→ REQUIREMENT: Among these records, tally each line with the word "main"; the answer is that number alone.

Top of RECORD SET

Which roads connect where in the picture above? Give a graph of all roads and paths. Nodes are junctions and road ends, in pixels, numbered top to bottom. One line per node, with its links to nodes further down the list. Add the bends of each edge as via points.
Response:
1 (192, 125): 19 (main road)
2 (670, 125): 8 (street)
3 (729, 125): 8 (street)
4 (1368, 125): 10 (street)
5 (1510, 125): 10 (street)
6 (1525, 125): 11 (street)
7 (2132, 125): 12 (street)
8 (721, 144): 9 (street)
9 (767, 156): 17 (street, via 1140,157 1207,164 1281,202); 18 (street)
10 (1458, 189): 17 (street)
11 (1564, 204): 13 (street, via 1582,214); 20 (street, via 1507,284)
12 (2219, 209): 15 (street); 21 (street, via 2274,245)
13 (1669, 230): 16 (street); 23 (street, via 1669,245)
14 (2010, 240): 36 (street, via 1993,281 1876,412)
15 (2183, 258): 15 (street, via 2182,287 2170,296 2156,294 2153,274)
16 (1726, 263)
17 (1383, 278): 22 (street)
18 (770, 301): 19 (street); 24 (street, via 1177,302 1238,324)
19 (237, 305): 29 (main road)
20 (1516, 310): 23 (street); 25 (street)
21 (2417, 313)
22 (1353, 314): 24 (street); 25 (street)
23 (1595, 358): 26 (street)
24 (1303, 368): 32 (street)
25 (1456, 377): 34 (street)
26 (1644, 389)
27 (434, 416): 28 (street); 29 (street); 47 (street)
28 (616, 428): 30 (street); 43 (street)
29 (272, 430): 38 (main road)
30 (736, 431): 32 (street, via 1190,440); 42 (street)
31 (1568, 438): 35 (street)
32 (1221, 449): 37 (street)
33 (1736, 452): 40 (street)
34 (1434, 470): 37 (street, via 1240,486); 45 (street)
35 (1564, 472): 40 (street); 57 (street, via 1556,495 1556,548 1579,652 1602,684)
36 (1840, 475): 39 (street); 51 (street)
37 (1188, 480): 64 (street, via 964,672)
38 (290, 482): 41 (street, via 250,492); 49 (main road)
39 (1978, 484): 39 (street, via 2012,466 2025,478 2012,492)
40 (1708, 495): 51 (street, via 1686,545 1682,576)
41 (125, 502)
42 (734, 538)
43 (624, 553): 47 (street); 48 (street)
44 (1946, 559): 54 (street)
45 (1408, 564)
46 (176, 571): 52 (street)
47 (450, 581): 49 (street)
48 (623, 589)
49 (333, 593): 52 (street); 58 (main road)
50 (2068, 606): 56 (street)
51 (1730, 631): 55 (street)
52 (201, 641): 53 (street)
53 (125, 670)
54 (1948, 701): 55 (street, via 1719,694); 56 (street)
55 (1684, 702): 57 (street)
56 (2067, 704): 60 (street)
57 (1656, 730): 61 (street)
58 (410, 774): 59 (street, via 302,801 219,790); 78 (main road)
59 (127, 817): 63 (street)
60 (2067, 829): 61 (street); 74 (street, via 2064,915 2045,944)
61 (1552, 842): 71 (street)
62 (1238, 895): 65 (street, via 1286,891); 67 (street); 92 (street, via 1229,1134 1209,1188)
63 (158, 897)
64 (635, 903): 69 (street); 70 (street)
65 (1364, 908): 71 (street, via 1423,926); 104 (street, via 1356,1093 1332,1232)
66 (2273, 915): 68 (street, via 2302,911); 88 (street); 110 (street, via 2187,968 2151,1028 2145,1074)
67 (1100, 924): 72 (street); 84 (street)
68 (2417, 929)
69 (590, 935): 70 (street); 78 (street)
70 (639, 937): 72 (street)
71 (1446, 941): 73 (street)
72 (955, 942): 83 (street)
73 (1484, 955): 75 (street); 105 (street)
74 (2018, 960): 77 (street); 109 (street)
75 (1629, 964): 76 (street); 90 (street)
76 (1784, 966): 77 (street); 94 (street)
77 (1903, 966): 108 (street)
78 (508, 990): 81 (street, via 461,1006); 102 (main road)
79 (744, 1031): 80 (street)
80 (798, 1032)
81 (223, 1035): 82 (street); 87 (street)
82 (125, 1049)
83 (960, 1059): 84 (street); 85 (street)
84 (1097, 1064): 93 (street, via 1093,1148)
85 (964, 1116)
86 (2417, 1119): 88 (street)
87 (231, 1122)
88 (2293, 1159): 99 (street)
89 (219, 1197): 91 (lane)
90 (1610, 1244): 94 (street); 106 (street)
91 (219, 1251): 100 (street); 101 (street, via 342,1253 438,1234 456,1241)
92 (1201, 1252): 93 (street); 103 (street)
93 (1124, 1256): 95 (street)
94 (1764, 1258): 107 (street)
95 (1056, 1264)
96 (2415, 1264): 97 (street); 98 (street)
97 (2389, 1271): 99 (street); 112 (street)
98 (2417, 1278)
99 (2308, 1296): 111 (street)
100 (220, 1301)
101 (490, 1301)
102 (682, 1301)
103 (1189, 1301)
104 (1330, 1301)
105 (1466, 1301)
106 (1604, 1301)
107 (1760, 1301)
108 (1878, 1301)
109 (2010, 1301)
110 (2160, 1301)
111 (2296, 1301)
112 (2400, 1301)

Bottom of RECORD SET

→ ANSWER SPACE: 7